Negocian intendentes el reparto de planes

De un bonaerense genéticamente duhaldista, Alicia Kirchner recibió ayer una señal precisa sobre la voluntad de los jefes bonaerenses de potenciar el control sobre los planes sociales y, especialmente, del reparto y destino de los subsidios para desocupados.

Sobre fin del año pasado, Alicia Kirchner deslizó la amenaza de modificar los consejos consultivos municipales -que deben controlar la entrega de los planes a desempleados-, en un movimiento que fue entendido por algunos jefes comunales como un intento para «recortarles poder».

La ministra había diseñado un mecanismo para incorporar a esos consejos mayor cantidad de entidades sociales, modificación que en los hechos implicaba limitar el margen de decisión de los intendentes que, en general, tienen «mayoría automática» en esas mesas.

Hubo, incluso, una visita de una delegación bonaerense al Ministerio de Desarrollo Social para aclarar ese punto.

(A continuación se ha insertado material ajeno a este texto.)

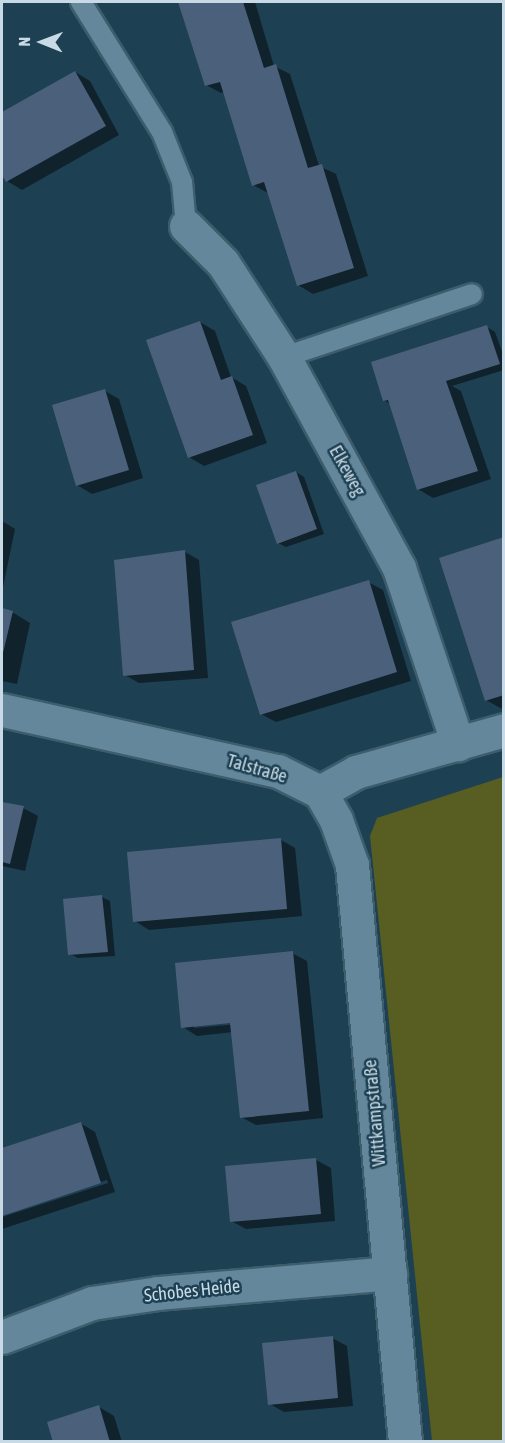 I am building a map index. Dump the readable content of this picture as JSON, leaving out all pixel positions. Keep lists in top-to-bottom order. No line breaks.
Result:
{"streets":{"street":["Elkeweg","Talstraße","Wittkampstraße","Schobes Heide"]},"crossings":[["Talstraße","Wittkampstraße"],["Wittkampstraße","Schobes Heide"]],"north":"left"} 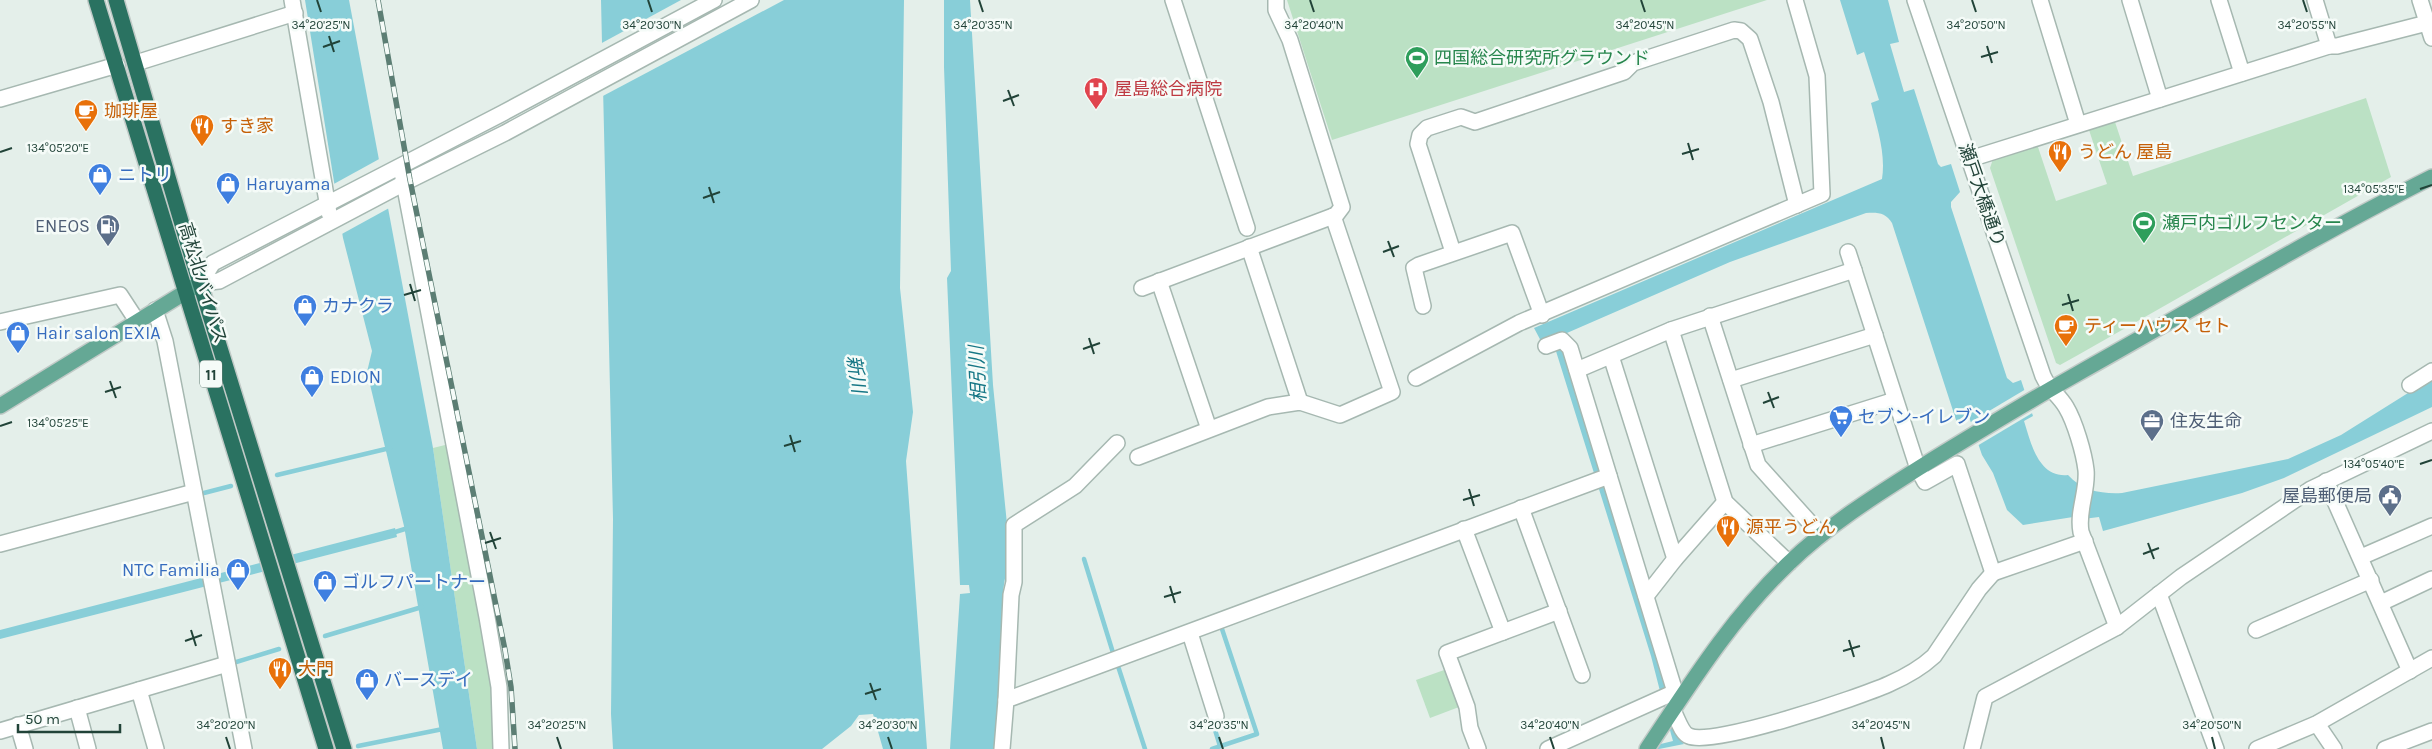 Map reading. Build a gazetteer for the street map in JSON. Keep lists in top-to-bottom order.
{
  "streets": {
    "highway": ["高松北バイパス", "11"],
    "street": ["瀬戸大橋通り"]
  },
  "water": ["新川", "相引川"],
  "places": {
    "sports": ["四国総合研究所グラウンド", "瀬戸内ゴルフセンター"],
    "hospital": ["屋島総合病院"],
    "cafe": ["珈琲屋", "ティーハウス セト"],
    "restaurant": [
      "すき家",
      "うどん 屋島",
      "源平うどん",
      "大門"
    ],
    "shop": [
      "ニトリ",
      "Haruyama",
      "カナクラ",
      "Hair salon EXIA",
      "EDION",
      "NTC Familia",
      "ゴルフパートナー",
      "バースデイ"
    ],
    "fuel station": ["ENEOS"],
    "supermarket": ["セブン-イレブン"],
    "office": ["住友生命"],
    "public building": ["屋島郵便局"]
  },
  "scale_bar": "50 m",
  "coordinates": [
    "34°20'25\"N",
    "34°20'30\"N",
    "34°20'35\"N",
    "34°20'40\"N",
    "34°20'45\"N",
    "34°20'50\"N",
    "34°20'55\"N",
    "134°05'20\"E",
    "134°05'35\"E",
    "134°05'25\"E",
    "134°05'40\"E",
    "34°20'20\"N"
  ]
}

Julio Pereyra (Florencio Varela), Sergio «Chino» Villordo (Quilmes) y Juan José Mussi (Berazategui), entre otros, la visitaron para pedir explicaciones.

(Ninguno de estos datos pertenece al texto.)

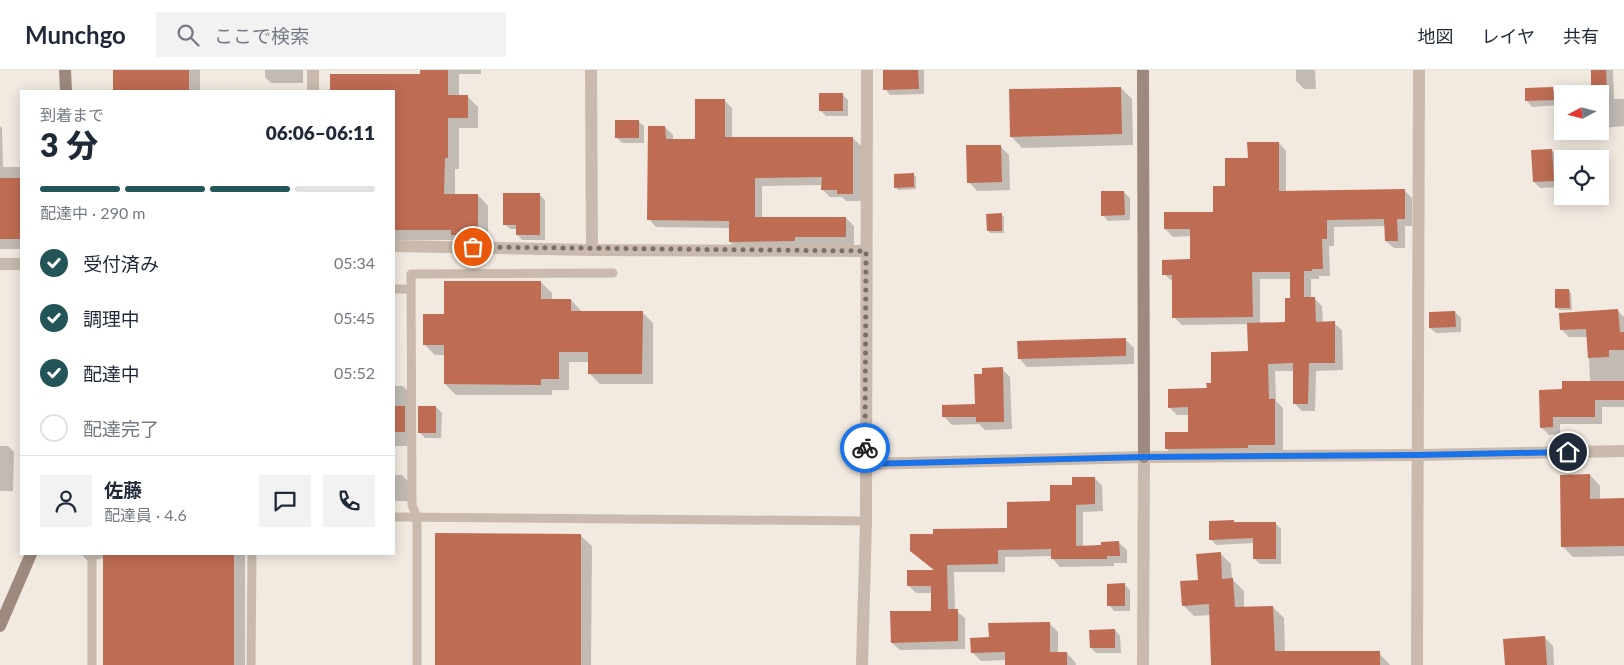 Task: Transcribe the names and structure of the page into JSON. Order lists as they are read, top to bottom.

Tras aquella reunión, lograron que el gobierno congele su plan con la promesa de avanzar desde los municipios con las reformas que reclamó Alicia Kirchner.

Ayer, Baldomero Alvarez, intendente de Avellaneda, le presentó a la ministra el «modelo» para regular la entrega de la ayuda asistencial, como respuesta al planteo del gobierno, que había generando tensión con los intendentes, sobre todo los bonaerenses.

Es un gesto sintomático desde el seno del duhaldismo:
Alvarez es uno de los jefes duhaldistas con mejor acceso a Casa de Gobierno -Kirchner participó en la campaña de Alvarez-y no es casual que de él surja la iniciativa para modificar el sistema de control sobre los planes sociales.

• Proyectos productivos

Ayer, Alvarez sentó a la ministra ante el Consejo Económico Social donde hay sillones para dirigentes de la UIA, la CGT, distintas ONG y el grueso de los grupos piqueteros, con excepción de los radicalizados, además de la Iglesia.

A través de esa mesa, que se presume aportará transparencia, se gestionarán los programas para que con subsidios oficiales los desempleados empiecen a trabajar en proyectos productivos.
Ese es, en esencia, el modelo que pretendía Alicia Kirchner.

Además de
Alvarez, otros jefes del conurbano - Villordo, por caso- avanzaron con decisiones similares. Estos dos tienen una ventaja: asumieron en diciembre pasado en lugar de ex aliancistas (Oscar Laborde en Avellaneda y Fernando Geronés en Quilmes).

De hecho, hasta el año pasado, en Avellaneda, según afirmaron fuentes de Desarrollo Social, no funcionaba ningún consejo de control. Ahora, además del municipal,
Alvarez prometió armar ocho consejos barriales.

En paralelo, el encuentro, que sumó también a
Juan Pablo Cafiero, acarrea una señal política. Las usuales giras de la hermana del presidente por Buenos Aires, presencia que incomodó a sectores del PJ, comienzan a tener otro tono: en sus apariciones siempre hay algún duhaldista.